Well, here’s a thing. The Thirteenth Oxford Medieval Graduate Conference, to be held in a month’s time at Merton College (31st March 2017 to 1st April 2017) on the theme of “Time : Aspects and Approaches”, has a Voynich-themed paper in its Manuscripts and Archives session on the second day (11:30am to 1:00pm).
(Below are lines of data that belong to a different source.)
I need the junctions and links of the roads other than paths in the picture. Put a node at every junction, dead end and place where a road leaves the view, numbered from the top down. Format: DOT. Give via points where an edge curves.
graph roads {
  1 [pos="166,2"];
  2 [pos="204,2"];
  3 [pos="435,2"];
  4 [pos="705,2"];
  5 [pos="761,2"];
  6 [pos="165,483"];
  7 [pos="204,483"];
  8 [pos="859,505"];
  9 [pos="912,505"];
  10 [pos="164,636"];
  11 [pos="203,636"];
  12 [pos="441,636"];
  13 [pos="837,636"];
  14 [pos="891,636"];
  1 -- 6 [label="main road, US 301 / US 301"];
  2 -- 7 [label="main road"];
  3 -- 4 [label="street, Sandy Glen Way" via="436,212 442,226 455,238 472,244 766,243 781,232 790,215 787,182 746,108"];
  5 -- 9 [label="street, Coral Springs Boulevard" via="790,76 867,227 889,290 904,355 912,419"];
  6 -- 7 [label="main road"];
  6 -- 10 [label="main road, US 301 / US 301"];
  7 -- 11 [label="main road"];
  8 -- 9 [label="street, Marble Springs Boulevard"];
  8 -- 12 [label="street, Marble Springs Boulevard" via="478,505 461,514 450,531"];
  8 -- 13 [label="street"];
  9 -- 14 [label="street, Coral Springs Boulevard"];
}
This is “Asphalt and Bitumen, Sodom and Gomorrah: Placing Yale’s Voynich Manuscript on the Herbal Timeline“, presented by Alexandra Marraccini of the University of Chicago. The description runs like this:

Yale Beinecke MS 408, colloquially known as the Voynich manuscript, is largely untouched by modern manuscript scholars. Written in an unreadable cipher or language, and of Italianate origin, but also dated to Rudolphine court circles, the manuscript is often treated as a scholarly pariah. This paper attempts to give the Voynich manuscript context for serious iconographic debate using a case study of Salernian and Pseudo- Apuleian herbals and their stemmae. Treating images of the flattened cities of Sodom and Gommorah from Vatican Chig. F VII 158, BL Sloane 4016, and several other exempla from the Bodleian and beyond, this essays situates the Voynich iconography, both in otherwise unidentified foldouts and in the manuscript’s explicitly plant-based portion, within the tradition of Northern Italian herbals of the 14th-15th centuries, which also had strong alchemical and astrological ties. In anchoring the Voynich images to the dateable and traceable herbal manuscript timeline, this paper attempts to re-situate the manuscript as approachable in a truly scholarly context, and to re-characterise it, no longer as an ahistorical artefact, but as an object rooted in a pictorial tradition tied to a particular place and time.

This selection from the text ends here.